Desde el Comité Central del Partido Comunista Colombiano denunciamos públicamente la campaña de estigmatización, odio y amenazas que, a través de las redes sociales, se ha venido promoviendo durante la pasada campaña presidencial y después de los comicios del 21 de junio de 2026. Estos hechos hacen parte de una escalada de discursos impulsados desde sectores de la ultraderecha, dirigidos contra líderes sociales, organizaciones populares y dirigentes políticos de izquierda, en un clima de creciente intolerancia y hostilidad hacia quienes defendemos proyectos democráticos y de transformación social.
Recientemente fue orquestada una campaña de estigmatización contra la Juventud Comunista Colombiana y, particularmente, contra la secretaria política de Bogotá, la camarada Viviana Marín. El señor David Toledo, integrante del Centro Democrático, tomó un video de la compañera y, de manera irresponsable y malintencionada, lo descontextualizó para formular acusaciones infundadas contra nuestra organización, calificándola como un supuesto “grupo subversivo” y atribuyéndole presuntos vínculos históricos con organizaciones armadas ilegales. De igual manera, tergiversó sus declaraciones para afirmar falsamente que la dirigente juvenil llamaba a “quemar el país”.
Este tipo de señalamientos no son nuevos en la historia política colombiana. El anticomunismo y la estigmatización fueron utilizados durante décadas para justificar la persecución y el exterminio contra militantes y dirigentes del Partido Comunista Colombiano y de la Unión Patriótica, en uno de los episodios más dolorosos de la violencia política en el país, que cobró la vida de más de 6.500 personas entre asesinados, desaparecidos y víctimas de otras formas de violencia.
El resurgimiento de estas narrativas de odio y exclusión pone en riesgo la vida, la integridad y el ejercicio de la actividad política de las y los militantes comunistas y de amplios sectores democráticos. Las acusaciones falsas buscan deslegitimar nuestras luchas por la vida, la paz, la justicia social y la profundización de la democracia, al tiempo que pretenden crear condiciones favorables para nuevas formas de persecución política.
En el mismo sentido, hemos conocido múltiples publicaciones y ataques dirigidos contra militantes del Partido Comunista Colombiano y de la Juventud Comunista en distintas regiones del país. Estos hechos adquieren mayor gravedad si se consideran las declaraciones realizadas por el entonces presidente electo, cuando afirmó: “Y sepan ustedes, señores de la izquierda, que en mí tendrán siempre un enemigo acérrimo que hará todo lo que esté a su alcance para destriparlos como corresponde, porque ustedes no merecen un trato diferente”.

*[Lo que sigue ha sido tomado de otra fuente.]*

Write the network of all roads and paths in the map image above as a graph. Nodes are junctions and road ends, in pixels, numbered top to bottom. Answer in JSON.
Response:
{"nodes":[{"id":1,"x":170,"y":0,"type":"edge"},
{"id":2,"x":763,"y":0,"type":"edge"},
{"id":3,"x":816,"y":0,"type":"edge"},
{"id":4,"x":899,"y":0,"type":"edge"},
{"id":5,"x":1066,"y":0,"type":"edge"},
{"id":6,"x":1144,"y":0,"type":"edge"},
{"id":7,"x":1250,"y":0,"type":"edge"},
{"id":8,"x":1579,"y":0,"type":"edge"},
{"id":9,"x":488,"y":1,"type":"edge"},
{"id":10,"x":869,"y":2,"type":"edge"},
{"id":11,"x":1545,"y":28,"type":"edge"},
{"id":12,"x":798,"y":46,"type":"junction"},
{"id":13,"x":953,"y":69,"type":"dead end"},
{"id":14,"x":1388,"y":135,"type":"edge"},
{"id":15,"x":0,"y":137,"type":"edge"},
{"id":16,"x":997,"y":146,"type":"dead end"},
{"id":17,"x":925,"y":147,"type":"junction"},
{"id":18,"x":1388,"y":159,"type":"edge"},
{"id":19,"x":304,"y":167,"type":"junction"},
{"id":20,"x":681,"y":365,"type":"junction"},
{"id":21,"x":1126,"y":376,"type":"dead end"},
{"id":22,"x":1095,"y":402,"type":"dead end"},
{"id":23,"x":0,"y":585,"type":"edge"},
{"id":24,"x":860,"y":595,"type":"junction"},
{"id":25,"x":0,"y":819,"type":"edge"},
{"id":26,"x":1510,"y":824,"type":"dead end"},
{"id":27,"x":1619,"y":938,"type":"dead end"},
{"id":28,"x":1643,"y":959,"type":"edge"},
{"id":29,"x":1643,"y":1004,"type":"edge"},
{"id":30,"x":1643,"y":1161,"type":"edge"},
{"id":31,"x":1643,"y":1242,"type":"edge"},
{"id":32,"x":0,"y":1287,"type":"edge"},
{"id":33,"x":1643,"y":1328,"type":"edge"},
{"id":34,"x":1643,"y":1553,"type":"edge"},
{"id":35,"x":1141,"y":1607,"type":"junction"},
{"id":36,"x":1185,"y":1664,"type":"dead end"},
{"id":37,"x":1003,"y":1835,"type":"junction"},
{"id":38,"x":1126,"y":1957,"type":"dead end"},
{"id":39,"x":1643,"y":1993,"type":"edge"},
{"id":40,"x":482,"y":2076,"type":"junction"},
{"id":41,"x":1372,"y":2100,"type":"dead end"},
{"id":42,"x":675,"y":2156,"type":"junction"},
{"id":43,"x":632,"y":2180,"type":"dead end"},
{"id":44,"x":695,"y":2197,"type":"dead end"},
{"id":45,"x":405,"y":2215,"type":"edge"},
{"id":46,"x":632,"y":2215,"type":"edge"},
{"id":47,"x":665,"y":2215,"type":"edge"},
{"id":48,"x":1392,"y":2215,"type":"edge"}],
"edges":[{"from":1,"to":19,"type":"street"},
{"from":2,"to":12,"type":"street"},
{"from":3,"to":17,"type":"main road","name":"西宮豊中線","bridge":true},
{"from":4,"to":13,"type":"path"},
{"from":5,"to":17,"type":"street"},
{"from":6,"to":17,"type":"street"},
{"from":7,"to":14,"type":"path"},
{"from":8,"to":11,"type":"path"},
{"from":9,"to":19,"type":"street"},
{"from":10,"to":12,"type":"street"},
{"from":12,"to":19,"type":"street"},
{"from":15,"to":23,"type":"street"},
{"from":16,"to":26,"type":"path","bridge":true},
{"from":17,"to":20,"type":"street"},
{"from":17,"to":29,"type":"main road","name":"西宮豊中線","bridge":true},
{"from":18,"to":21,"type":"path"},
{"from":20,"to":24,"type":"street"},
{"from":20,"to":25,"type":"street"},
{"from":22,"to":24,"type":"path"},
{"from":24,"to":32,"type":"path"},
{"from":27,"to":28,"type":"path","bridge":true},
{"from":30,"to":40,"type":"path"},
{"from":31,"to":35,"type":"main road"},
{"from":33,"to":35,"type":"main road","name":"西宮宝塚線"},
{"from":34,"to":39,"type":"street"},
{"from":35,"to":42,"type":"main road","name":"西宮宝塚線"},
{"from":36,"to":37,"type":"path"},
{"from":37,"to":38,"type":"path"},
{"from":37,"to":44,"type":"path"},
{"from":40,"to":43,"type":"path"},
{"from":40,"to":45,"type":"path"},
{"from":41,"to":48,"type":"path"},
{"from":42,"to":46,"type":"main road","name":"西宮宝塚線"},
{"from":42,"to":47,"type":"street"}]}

La gravedad de este contexto hace prever un incremento de la persecución, el hostigamiento y la estigmatización contra quienes ejerzamos la oposición política y social a las políticas regresivas, antiderechos y guerreristas del nuevo gobierno. Advertimos que este clima también puede alentar agresiones físicas, verbales y políticas contra organizaciones sociales, sindicales, estudiantiles y populares que actúan en el marco de la Constitución y del Estado Social de Derecho.
Como organización política que actúa en pleno ejercicio de los derechos y garantías constitucionales, el Partido Comunista Colombiano mantendrá firme su compromiso revolucionario con la defensa de las libertades democráticas, los derechos humanos, las reformas sociales, la paz y las conquistas alcanzadas por el Gobierno del Cambio encabezado por Gustavo Petro.
Exigimos plenas garantías para el ejercicio de la oposición política democrática y para el derecho a la organización, la movilización y la protesta social, herramientas legítimas reconocidas por la Constitución Política de Colombia y por los instrumentos internacionales de derechos humanos.
Asimismo, acudiremos a las instancias judiciales y a los mecanismos nacionales e internacionales de protección de los derechos humanos para salvaguardar la vida, la integridad y el derecho de las organizaciones sociales y políticas a ejercer plenamente la participación democrática, la movilización social y la resistencia civil frente a cualquier intento de persecución o criminalización.
Expresamos nuestra solidaridad con la Juventud Comunista Colombiana —JUCO—, con la compañera Viviana Marín, con las y los militantes del Partido Comunista Colombiano y del Pacto Histórico, así como con todos los sectores democráticos y populares que han sido objeto de señalamientos, amenazas y hostigamientos en redes sociales y en escenarios de movilización social.
Finalmente, llamamos a las organizaciones sociales, sindicales, estudiantiles, campesinas, feministas, de derechos humanos y a todas las fuerzas democráticas del país a actuar de manera unitaria frente a este escenario de violencia mediática y persecución política. La defensa de las garantías democráticas y del derecho a pensar diferente no es una causa exclusiva de los comunistas, sino una condición indispensable para la vigencia de la democracia colombiana.